**Entries shown**.

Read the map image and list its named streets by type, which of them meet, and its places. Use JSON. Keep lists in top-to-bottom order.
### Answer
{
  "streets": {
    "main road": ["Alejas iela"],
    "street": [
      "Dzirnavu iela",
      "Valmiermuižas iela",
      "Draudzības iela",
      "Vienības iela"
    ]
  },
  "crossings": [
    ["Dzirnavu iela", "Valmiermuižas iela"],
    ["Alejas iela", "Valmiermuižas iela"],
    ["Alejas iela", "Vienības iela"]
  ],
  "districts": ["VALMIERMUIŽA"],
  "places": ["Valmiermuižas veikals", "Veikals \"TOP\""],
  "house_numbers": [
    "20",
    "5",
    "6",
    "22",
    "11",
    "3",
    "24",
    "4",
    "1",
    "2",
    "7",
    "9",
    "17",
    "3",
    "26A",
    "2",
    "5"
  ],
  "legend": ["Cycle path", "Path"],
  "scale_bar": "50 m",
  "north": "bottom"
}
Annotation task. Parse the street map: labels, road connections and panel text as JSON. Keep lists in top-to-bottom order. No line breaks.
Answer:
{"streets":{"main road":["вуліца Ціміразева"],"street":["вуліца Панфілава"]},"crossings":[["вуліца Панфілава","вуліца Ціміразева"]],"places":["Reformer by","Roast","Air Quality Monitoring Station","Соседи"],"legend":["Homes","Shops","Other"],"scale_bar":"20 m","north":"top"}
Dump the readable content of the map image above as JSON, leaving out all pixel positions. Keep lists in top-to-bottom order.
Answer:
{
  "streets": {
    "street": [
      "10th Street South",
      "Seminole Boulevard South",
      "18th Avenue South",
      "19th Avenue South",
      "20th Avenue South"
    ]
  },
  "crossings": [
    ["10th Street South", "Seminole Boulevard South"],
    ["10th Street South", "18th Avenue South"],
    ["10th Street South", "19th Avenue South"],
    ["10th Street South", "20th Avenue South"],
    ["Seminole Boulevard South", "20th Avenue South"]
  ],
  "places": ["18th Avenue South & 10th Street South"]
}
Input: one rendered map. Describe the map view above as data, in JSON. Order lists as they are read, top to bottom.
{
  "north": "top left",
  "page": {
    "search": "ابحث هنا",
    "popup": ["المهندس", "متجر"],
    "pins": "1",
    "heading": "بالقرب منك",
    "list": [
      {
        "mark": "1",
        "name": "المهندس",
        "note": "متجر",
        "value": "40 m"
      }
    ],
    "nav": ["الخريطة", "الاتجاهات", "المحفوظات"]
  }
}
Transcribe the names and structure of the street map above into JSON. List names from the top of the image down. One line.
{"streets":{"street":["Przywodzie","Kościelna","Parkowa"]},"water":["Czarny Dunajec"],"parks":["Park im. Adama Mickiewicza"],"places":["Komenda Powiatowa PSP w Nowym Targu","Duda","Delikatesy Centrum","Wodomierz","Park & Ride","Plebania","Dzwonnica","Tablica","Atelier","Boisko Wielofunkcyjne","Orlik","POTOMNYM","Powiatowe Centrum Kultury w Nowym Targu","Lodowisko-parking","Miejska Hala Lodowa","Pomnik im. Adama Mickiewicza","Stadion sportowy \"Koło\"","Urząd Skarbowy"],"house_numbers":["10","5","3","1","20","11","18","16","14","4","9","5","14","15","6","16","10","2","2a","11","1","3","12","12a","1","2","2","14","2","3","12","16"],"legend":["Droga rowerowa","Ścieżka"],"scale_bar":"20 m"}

**Task to complete**.
Go through the records above and copy each one exactly.

**Exercise output**.
Read the map image and list its named streets by type, which of them meet, and its places. Use JSON. Keep lists in top-to-bottom order.
### Answer
{
  "streets": {
    "main road": ["Alejas iela"],
    "street": [
      "Dzirnavu iela",
      "Valmiermuižas iela",
      "Draudzības iela",
      "Vienības iela"
    ]
  },
  "crossings": [
    ["Dzirnavu iela", "Valmiermuižas iela"],
    ["Alejas iela", "Valmiermuižas iela"],
    ["Alejas iela", "Vienības iela"]
  ],
  "districts": ["VALMIERMUIŽA"],
  "places": ["Valmiermuižas veikals", "Veikals \"TOP\""],
  "house_numbers": [
    "20",
    "5",
    "6",
    "22",
    "11",
    "3",
    "24",
    "4",
    "1",
    "2",
    "7",
    "9",
    "17",
    "3",
    "26A",
    "2",
    "5"
  ],
  "legend": ["Cycle path", "Path"],
  "scale_bar": "50 m",
  "north": "bottom"
}
Annotation task. Parse the street map: labels, road connections and panel text as JSON. Keep lists in top-to-bottom order. No line breaks.
Answer:
{"streets":{"main road":["вуліца Ціміразева"],"street":["вуліца Панфілава"]},"crossings":[["вуліца Панфілава","вуліца Ціміразева"]],"places":["Reformer by","Roast","Air Quality Monitoring Station","Соседи"],"legend":["Homes","Shops","Other"],"scale_bar":"20 m","north":"top"}
Dump the readable content of the map image above as JSON, leaving out all pixel positions. Keep lists in top-to-bottom order.
Answer:
{
  "streets": {
    "street": [
      "10th Street South",
      "Seminole Boulevard South",
      "18th Avenue South",
      "19th Avenue South",
      "20th Avenue South"
    ]
  },
  "crossings": [
    ["10th Street South", "Seminole Boulevard South"],
    ["10th Street South", "18th Avenue South"],
    ["10th Street South", "19th Avenue South"],
    ["10th Street South", "20th Avenue South"],
    ["Seminole Boulevard South", "20th Avenue South"]
  ],
  "places": ["18th Avenue South & 10th Street South"]
}
Input: one rendered map. Describe the map view above as data, in JSON. Order lists as they are read, top to bottom.
{
  "north": "top left",
  "page": {
    "search": "ابحث هنا",
    "popup": ["المهندس", "متجر"],
    "pins": "1",
    "heading": "بالقرب منك",
    "list": [
      {
        "mark": "1",
        "name": "المهندس",
        "note": "متجر",
        "value": "40 m"
      }
    ],
    "nav": ["الخريطة", "الاتجاهات", "المحفوظات"]
  }
}
Transcribe the names and structure of the street map above into JSON. List names from the top of the image down. One line.
{"streets":{"street":["Przywodzie","Kościelna","Parkowa"]},"water":["Czarny Dunajec"],"parks":["Park im. Adama Mickiewicza"],"places":["Komenda Powiatowa PSP w Nowym Targu","Duda","Delikatesy Centrum","Wodomierz","Park & Ride","Plebania","Dzwonnica","Tablica","Atelier","Boisko Wielofunkcyjne","Orlik","POTOMNYM","Powiatowe Centrum Kultury w Nowym Targu","Lodowisko-parking","Miejska Hala Lodowa","Pomnik im. Adama Mickiewicza","Stadion sportowy \"Koło\"","Urząd Skarbowy"],"house_numbers":["10","5","3","1","20","11","18","16","14","4","9","5","14","15","6","16","10","2","2a","11","1","3","12","12a","1","2","2","14","2","3","12","16"],"legend":["Droga rowerowa","Ścieżka"],"scale_bar":"20 m"}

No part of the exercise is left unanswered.